- _Your goal_
The answer must consist of every line in the records below that contains the string "nodes".

- _Records for this exercise_
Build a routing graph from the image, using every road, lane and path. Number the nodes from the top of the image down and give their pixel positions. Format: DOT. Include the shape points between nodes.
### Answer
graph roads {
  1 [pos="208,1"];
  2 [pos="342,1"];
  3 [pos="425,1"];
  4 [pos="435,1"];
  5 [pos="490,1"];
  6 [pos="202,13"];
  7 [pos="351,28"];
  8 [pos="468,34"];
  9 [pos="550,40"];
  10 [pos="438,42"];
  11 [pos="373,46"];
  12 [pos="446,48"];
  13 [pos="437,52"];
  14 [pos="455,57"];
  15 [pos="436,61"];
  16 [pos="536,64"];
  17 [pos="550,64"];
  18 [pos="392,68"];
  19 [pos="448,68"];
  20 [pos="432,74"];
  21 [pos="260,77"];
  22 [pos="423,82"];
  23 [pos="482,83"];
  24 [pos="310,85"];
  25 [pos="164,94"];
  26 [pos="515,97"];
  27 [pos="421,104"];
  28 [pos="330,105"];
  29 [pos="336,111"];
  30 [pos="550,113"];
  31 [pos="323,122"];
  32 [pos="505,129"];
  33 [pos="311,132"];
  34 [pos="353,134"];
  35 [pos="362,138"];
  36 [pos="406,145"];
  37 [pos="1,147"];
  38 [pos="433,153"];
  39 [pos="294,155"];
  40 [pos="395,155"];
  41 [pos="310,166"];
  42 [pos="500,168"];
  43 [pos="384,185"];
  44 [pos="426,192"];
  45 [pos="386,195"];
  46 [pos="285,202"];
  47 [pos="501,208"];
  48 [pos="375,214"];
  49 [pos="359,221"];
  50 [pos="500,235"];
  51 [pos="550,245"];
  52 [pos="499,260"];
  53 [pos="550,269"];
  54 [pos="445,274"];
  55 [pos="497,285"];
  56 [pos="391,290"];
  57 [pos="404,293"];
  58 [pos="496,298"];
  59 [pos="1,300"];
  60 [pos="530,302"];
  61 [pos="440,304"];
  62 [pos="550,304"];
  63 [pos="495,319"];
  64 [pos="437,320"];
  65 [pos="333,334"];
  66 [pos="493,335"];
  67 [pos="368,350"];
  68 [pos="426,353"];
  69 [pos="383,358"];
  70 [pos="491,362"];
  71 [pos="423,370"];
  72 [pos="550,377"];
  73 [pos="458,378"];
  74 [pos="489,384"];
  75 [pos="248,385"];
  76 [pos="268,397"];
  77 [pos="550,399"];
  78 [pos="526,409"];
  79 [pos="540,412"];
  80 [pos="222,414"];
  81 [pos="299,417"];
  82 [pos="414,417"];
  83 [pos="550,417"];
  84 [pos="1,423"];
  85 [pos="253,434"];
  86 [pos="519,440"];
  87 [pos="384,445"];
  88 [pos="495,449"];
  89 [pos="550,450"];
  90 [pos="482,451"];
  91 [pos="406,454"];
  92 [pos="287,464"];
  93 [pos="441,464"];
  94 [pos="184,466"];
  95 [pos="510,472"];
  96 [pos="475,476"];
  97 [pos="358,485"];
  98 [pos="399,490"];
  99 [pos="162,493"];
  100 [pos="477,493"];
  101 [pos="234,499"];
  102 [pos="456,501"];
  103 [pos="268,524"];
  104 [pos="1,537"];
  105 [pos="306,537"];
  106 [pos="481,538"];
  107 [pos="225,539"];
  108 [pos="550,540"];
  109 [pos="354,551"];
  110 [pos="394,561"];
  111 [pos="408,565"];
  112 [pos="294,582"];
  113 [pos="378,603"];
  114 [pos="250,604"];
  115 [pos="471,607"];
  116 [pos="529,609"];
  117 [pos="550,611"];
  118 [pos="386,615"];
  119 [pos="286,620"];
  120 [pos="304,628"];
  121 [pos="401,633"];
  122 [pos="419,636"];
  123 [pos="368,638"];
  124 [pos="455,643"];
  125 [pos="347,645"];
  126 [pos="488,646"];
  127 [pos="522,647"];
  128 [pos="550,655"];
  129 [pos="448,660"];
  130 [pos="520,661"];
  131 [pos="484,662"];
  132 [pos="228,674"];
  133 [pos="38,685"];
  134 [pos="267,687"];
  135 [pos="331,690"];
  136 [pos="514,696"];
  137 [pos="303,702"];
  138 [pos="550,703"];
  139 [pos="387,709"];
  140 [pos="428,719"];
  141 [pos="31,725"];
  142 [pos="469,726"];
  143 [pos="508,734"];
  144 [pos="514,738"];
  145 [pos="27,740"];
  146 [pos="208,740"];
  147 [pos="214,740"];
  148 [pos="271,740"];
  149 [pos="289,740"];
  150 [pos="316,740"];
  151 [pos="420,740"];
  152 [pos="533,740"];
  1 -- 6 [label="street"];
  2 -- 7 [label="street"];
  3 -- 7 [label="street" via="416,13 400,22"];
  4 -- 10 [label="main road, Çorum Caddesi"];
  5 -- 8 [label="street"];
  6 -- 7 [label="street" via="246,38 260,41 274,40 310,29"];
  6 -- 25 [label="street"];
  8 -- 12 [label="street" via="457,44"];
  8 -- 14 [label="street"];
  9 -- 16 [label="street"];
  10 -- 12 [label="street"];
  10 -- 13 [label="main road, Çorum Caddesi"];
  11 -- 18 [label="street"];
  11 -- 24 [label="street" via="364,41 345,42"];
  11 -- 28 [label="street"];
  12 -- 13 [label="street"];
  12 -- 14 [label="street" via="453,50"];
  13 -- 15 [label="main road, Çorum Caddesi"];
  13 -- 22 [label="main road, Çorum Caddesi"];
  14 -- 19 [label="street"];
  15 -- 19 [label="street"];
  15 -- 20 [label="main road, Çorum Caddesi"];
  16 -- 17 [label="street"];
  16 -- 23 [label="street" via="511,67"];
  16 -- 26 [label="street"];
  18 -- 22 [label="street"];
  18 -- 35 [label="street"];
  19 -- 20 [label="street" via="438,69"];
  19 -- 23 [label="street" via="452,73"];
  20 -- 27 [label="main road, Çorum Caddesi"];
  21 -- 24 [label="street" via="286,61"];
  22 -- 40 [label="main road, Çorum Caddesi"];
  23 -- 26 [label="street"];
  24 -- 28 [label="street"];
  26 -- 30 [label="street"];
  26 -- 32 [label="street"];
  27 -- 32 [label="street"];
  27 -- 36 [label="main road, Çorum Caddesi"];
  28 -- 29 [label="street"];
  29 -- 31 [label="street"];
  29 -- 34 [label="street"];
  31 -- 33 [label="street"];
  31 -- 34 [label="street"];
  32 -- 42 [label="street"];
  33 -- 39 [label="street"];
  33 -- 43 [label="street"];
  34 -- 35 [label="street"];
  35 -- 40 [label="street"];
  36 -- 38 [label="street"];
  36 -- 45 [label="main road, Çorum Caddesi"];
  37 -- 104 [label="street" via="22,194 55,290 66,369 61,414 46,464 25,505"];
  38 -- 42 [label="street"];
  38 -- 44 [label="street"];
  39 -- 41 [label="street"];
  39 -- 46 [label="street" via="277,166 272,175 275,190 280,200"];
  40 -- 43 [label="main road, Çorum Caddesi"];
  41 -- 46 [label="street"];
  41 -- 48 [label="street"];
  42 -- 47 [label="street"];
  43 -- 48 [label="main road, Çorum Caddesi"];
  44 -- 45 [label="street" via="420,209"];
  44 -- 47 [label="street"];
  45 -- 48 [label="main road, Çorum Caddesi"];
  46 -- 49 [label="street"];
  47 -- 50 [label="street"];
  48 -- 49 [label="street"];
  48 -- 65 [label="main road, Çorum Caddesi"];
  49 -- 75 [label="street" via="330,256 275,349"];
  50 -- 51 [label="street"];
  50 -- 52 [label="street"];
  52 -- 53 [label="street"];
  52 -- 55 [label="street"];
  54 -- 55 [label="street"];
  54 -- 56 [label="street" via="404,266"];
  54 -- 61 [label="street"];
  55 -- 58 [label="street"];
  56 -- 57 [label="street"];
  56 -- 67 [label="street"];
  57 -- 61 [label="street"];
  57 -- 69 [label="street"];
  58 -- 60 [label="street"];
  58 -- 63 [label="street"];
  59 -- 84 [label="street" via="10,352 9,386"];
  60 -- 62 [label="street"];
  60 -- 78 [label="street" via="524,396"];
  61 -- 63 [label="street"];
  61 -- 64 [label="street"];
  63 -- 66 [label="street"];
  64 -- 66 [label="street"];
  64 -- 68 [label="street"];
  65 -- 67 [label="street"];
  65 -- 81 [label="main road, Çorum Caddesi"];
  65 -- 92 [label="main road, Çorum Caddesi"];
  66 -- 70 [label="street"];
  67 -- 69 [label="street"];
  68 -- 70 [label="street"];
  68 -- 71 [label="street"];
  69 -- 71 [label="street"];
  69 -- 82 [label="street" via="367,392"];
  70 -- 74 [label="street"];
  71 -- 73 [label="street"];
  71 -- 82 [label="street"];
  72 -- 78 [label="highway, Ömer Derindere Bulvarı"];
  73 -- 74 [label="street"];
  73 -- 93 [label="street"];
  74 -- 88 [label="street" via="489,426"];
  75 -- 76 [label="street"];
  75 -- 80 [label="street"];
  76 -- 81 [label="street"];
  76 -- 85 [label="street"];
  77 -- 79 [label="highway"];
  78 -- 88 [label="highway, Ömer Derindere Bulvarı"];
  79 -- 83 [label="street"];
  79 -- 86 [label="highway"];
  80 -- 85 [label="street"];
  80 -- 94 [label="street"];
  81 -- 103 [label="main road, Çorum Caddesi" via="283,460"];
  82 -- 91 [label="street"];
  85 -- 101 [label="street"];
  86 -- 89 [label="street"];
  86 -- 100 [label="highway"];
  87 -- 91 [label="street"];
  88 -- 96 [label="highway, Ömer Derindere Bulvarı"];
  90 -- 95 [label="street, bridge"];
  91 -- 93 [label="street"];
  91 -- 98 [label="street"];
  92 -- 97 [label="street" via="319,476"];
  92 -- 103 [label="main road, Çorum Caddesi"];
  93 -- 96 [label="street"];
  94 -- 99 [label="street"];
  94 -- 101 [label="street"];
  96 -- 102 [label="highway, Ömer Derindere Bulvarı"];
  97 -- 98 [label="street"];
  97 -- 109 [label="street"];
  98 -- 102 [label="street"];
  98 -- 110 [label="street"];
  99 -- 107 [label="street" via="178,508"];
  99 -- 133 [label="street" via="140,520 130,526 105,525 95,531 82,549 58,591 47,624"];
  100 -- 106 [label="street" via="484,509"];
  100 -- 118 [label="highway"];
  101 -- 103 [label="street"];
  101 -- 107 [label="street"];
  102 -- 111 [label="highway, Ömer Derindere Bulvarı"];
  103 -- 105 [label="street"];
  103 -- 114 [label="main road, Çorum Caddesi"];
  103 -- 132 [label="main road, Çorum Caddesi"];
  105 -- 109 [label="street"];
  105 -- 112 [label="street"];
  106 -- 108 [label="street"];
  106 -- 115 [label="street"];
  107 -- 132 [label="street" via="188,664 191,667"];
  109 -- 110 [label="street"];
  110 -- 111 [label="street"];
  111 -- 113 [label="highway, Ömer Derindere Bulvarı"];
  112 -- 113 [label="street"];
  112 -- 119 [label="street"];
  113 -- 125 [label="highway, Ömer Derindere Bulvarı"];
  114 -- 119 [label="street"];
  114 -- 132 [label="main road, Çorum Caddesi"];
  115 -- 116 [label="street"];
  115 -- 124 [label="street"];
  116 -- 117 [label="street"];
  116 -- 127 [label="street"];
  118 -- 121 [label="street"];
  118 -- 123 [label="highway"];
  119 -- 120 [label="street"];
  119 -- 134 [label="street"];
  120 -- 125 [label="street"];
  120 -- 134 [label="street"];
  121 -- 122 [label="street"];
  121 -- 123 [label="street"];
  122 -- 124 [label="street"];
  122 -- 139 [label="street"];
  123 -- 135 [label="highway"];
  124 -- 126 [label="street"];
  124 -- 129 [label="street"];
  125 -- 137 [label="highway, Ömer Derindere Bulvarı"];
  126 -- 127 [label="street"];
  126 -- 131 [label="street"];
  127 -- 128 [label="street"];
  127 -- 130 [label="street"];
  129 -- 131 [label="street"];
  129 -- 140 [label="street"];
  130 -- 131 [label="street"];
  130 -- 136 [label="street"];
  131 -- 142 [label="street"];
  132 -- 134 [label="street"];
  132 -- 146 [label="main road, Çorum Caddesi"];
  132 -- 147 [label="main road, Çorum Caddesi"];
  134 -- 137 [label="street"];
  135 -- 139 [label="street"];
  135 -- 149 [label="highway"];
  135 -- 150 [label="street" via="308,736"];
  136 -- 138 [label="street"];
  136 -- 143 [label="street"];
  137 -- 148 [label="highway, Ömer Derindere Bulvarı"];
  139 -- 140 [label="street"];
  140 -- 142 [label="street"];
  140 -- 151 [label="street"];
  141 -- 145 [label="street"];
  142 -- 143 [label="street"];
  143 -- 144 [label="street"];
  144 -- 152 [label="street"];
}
==
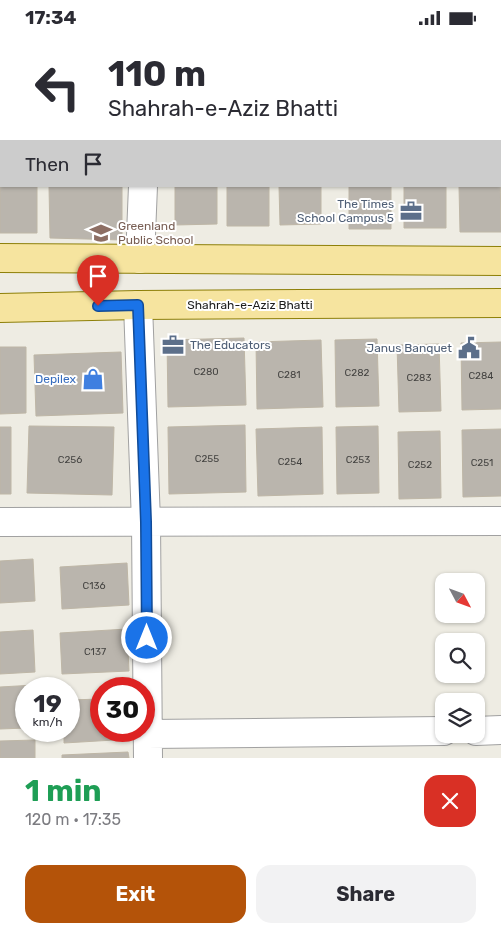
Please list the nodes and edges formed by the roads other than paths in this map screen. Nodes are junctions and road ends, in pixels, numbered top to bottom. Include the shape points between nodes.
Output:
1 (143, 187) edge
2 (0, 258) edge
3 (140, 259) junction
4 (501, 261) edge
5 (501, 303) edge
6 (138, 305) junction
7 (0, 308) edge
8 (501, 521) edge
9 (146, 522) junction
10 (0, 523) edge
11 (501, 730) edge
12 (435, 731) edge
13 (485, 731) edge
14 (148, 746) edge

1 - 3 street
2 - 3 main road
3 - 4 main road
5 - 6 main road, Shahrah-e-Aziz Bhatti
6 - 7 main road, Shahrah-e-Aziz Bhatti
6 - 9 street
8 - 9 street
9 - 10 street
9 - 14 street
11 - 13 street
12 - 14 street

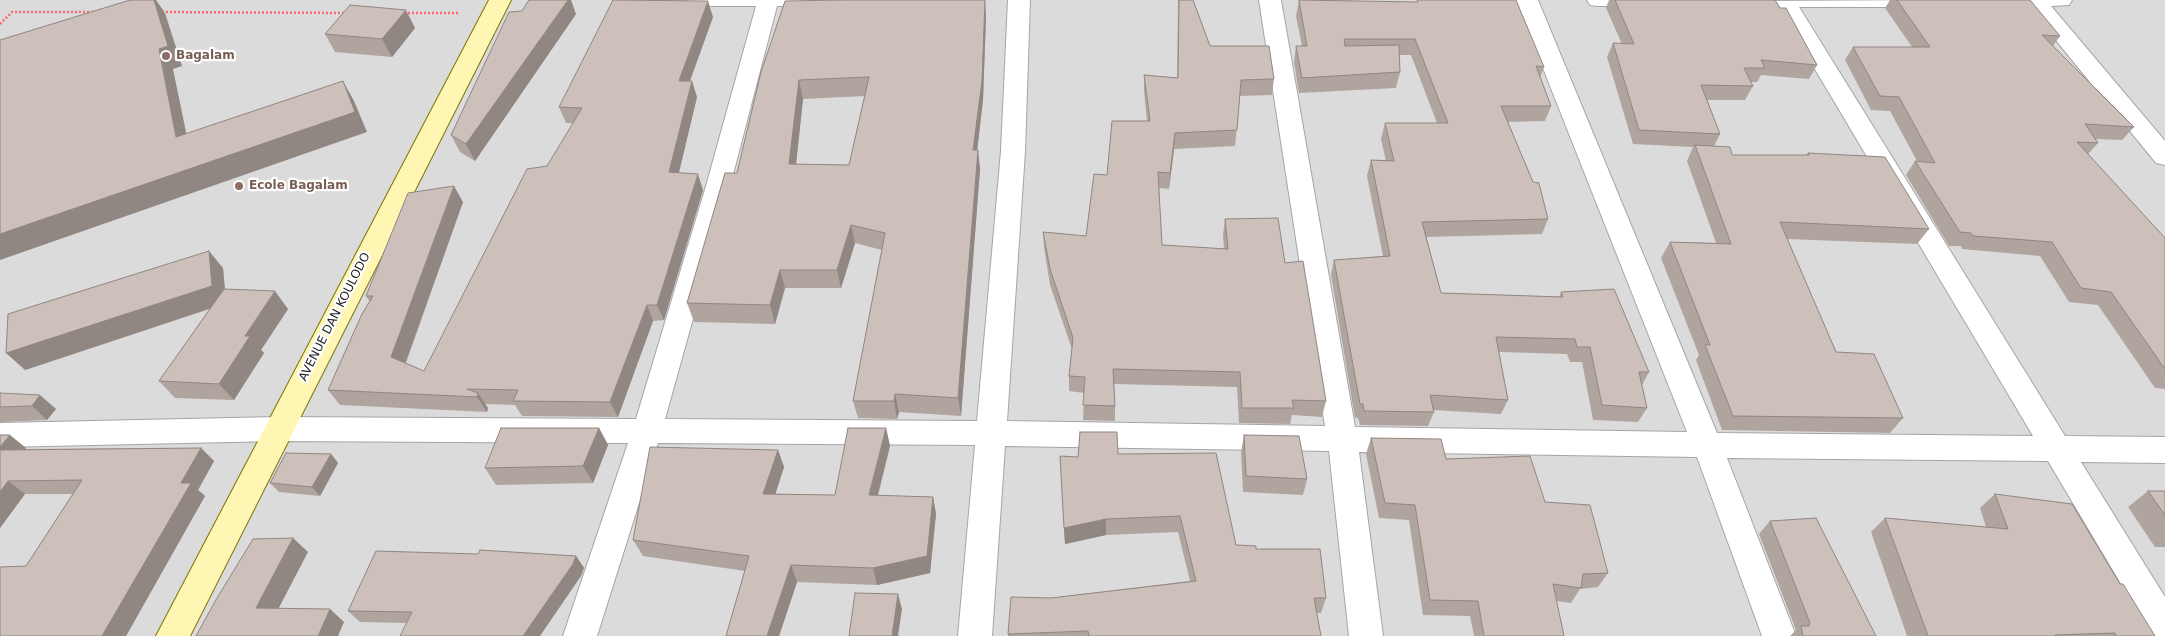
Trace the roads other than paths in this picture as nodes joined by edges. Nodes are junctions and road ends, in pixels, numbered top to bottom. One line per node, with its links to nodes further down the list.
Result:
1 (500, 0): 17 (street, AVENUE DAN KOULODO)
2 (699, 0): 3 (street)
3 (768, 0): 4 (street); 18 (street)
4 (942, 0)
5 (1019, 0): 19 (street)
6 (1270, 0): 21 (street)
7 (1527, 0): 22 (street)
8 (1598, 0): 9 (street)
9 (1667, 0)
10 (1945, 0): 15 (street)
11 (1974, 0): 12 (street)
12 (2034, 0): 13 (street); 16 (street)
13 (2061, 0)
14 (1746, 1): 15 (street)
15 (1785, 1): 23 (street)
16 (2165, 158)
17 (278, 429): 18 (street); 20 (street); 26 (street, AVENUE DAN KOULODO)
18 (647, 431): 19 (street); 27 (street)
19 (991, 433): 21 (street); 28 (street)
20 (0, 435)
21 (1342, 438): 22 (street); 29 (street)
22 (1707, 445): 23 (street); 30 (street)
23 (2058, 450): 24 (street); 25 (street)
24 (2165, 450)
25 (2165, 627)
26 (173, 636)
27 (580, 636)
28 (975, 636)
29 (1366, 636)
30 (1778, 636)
==
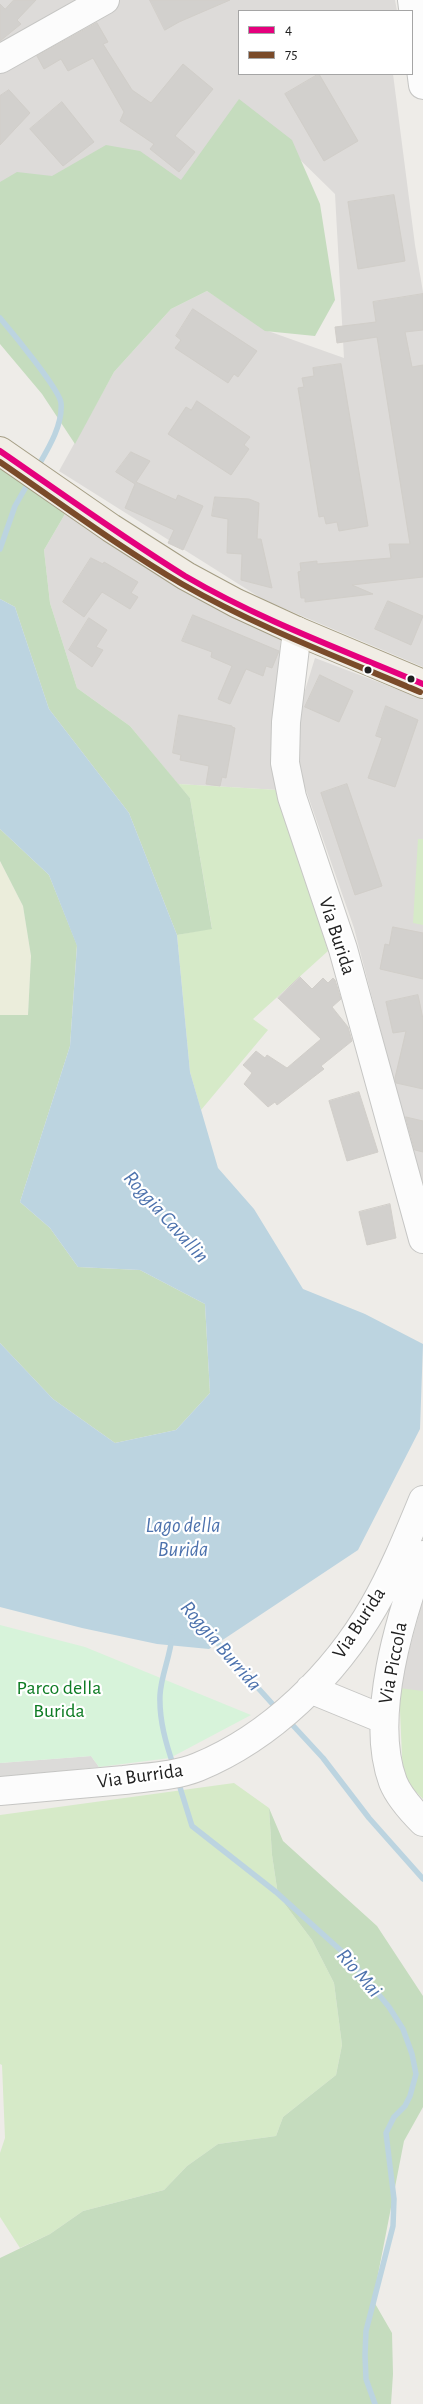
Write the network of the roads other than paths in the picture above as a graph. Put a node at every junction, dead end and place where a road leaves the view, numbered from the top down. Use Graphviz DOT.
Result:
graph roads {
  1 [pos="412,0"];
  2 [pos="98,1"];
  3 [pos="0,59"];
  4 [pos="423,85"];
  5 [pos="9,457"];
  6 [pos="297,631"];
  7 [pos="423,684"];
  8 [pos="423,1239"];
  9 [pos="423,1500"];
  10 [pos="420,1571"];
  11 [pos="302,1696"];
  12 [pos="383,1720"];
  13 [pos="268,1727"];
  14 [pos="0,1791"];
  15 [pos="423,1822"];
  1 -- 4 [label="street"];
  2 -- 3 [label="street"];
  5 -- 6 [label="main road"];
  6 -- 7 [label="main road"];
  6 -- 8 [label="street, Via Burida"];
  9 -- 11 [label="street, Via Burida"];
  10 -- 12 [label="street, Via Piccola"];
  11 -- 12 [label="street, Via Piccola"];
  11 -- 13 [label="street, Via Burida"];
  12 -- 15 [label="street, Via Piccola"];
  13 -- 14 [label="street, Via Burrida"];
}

- _Result for this task_
Build a routing graph from the image, using every road, lane and path. Number the nodes from the top of the image down and give their pixel positions. Format: DOT. Include the shape points between nodes.
Please list the nodes and edges formed by the roads other than paths in this map screen. Nodes are junctions and road ends, in pixels, numbered top to bottom. Include the shape points between nodes.
Trace the roads other than paths in this picture as nodes joined by edges. Nodes are junctions and road ends, in pixels, numbered top to bottom. One line per node, with its links to nodes further down the list.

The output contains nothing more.